Katherina had been skiing for an extra couple of days but she joined us the night before we left Rotorua for Waitomo, home of a seriously big network of caves and a seriously rich farmer who charges £5 per person every time someone goes caving. We joined Rap, Raft 'n Rock to spend half a day exploring an underground river and a few of the caves around it. After rappelling 27m into a chasm in the earth, we waded upstream then diverged from the river to squeeze into a few very narrow and extremely muddy passages. We turned our torches off and floated downstream on inflatable rubber innertubes, staring up at the glowworms covering the ceiling, then squeezed through a few more tiny holes downstream of the opening before rock-climbing back out again.

From Waitomo we drove a long way up to Paihia for a spot of sailing around the picturesque Bay of Islands before continuing all the way up to the northern tip of New Zealand: Cape Reinga, where the Pacific Ocean meets the Tasman Sea, clashing together in waves of spray. The weather was bizarre; we exited the car and in 2 minutes were absolutely soaked to the skin by a horizontal downpour, driven by a gale force wind. Five minutes later though, the rain stopped, the sun came out and by the time we returned to the car I had completely dried off. The cape and surrounding coastline is one of the most beautiful parts of New Zealand and someday I would like to return to walk a three day track around the coast. Unfortunately, Doni, Roy and I all had flights to catch over the next couple of days, so we had to head back down to Auckland. We did, however manage to fit in sand rolling (a bit like sand boarding only cheaper - you basically just climb up a huge sanddune then roll all the way down) and a flying visit to a kauri tree with a trunk the width of a small sky scraper (OK, I exaggerate slightly).

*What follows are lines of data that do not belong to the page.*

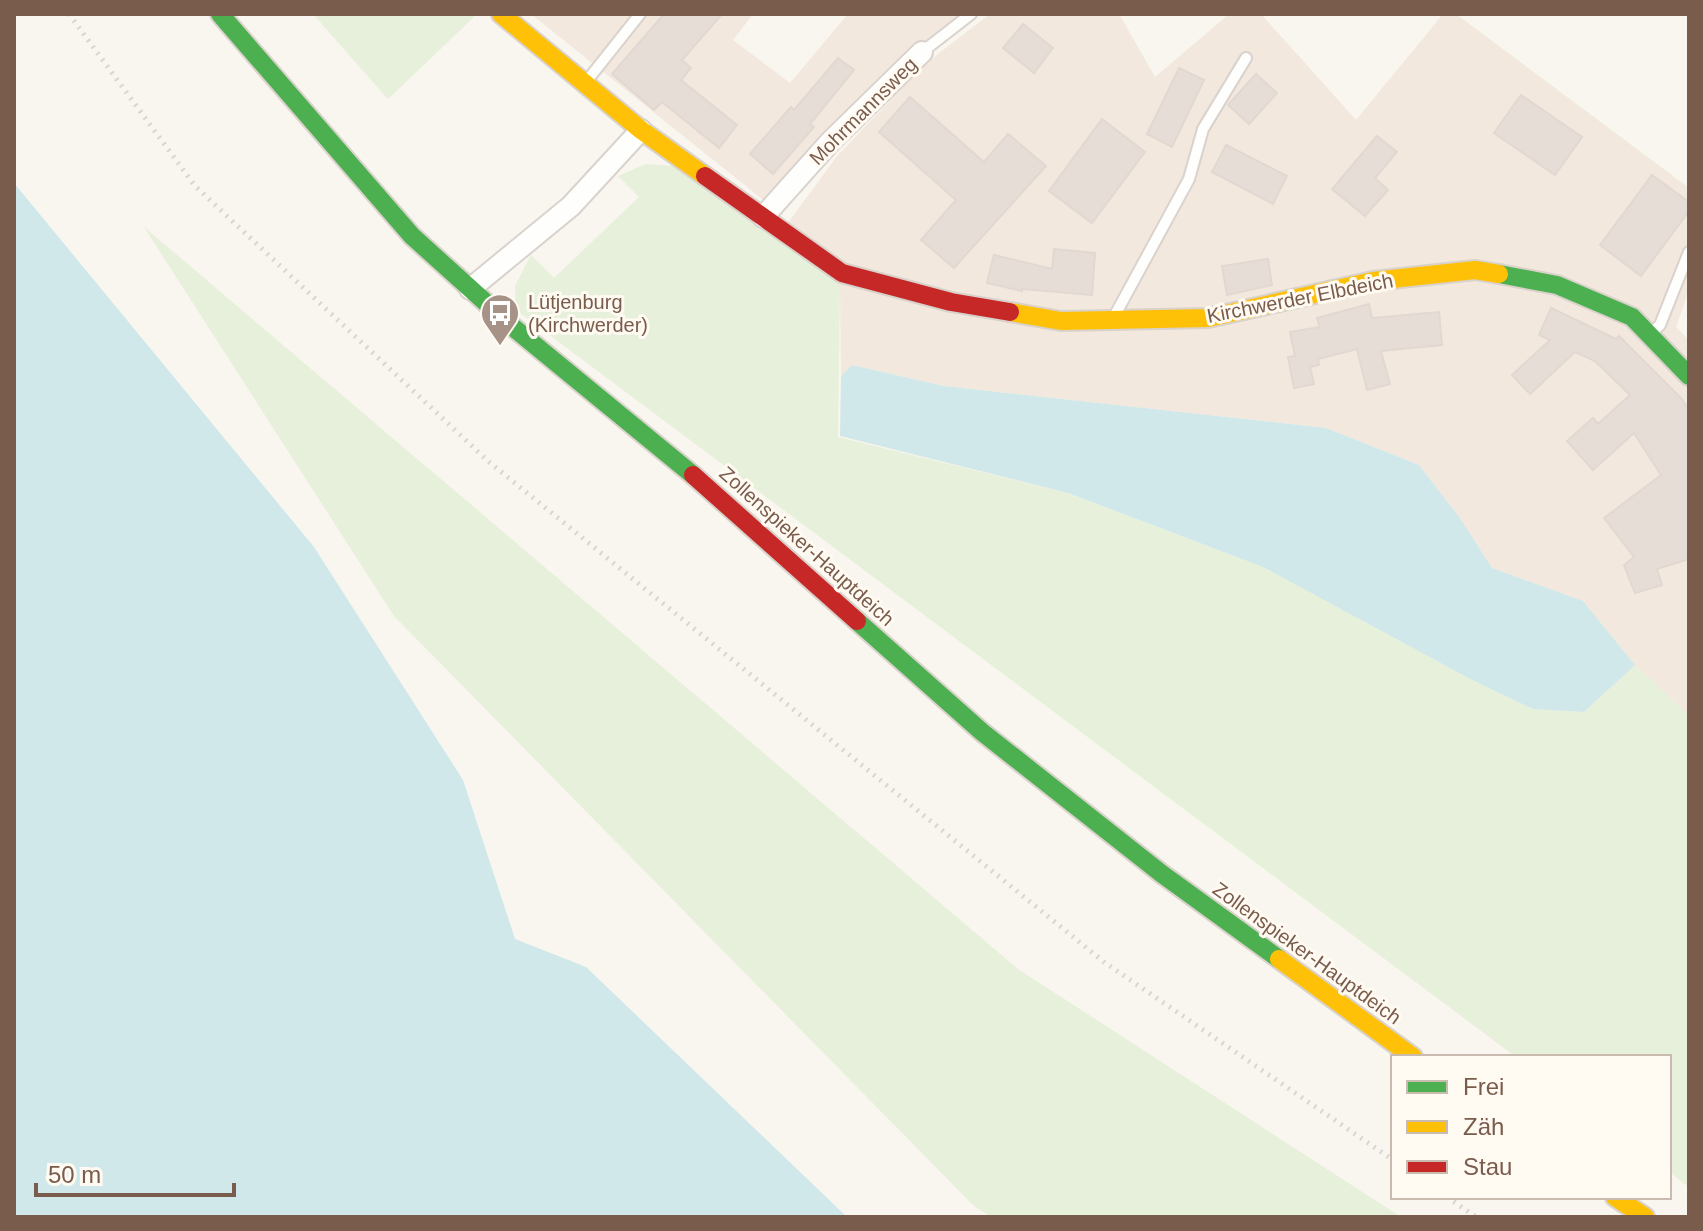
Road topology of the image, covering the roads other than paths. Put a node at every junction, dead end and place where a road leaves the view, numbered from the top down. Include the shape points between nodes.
1 (220, 14) edge
2 (501, 14) edge
3 (640, 14) edge
4 (971, 14) edge
5 (922, 52) joint
6 (1246, 58) dead end
7 (585, 84) junction
8 (641, 130) junction
9 (763, 217) junction
10 (1689, 252) edge
11 (470, 289) junction
12 (1112, 320) junction
13 (1649, 335) junction
14 (1689, 376) edge
15 (1410, 1055) edge
16 (1618, 1199) edge
17 (1645, 1217) edge

1 - 11 street, Zollenspieker-Hauptdeich via 412,236
2 - 7 street, Kirchwerder Elbdeich
3 - 7 lane
4 - 5 lane, Mohrmannsweg
5 - 9 street, Mohrmannsweg
6 - 12 lane via 1203,129 1189,179
7 - 8 street, Kirchwerder Elbdeich
8 - 9 street, Kirchwerder Elbdeich
8 - 11 street via 571,206
9 - 12 street, Kirchwerder Elbdeich via 842,273 951,302 1061,321
10 - 13 lane via 1660,325
11 - 15 street, Zollenspieker-Hauptdeich via 699,480 982,732 1162,874
12 - 13 street, Kirchwerder Elbdeich via 1208,318 1373,281 1475,270 1557,285 1632,317
13 - 14 street, Kirchwerder Elbdeich
16 - 17 street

In Auckland we went our separate ways. It was almost time for me to return home but first I had 5 days to enjoy the delights of San Francisco. Coming from New Zealand, America seemed very expensive so I did all the cheapest activities I could find: walking through Golden Gate Park, hopping on a cable car and walking around the tourist-o-licious Pier 39 and of course a visit to Alcatraz, a strange but interesting place which has basically been left untouched since it was abandoned as a maximum security prison back in the 1960's. Walking through the cell block with the commentary from former prisoners and guards gave you a chilling insight into life locked away on a block of sandstone, tantalisingly close to civilisation with the sounds of Christmas parties drifting across the mile long stretch of water if the wind was right. Despite all the films, only 3 people ever managed to 'escape' and all are believed to have drowned in the frigid waters as they attempted to swim back to the mainland.

America is famous for many things, one of which is of course the ridiculous drinking age; at 18 you can die for your country but if at the end of a hard day in Iraq a young American soldier has managed to avoid being hit by friendly fire, then they can't celebrate with a beer if they're under 21. Despite this, I did go out to a bar one night with some people from the hostel and had no trouble getting served but it felt very strange to be underage again after being legal for almost 2 years everywhere else.

And then, finally, it was time once more to return home. Eight months seemed such a long time when I set out but after the first few months it just absolutely flew past and before I knew it I was back in Nottingham, with only 4 volumes of diary, 4500 photos and a pile of dirty washing to show I'd ever been away. But you have to return home at some point because after all, until you get back you've never really been away.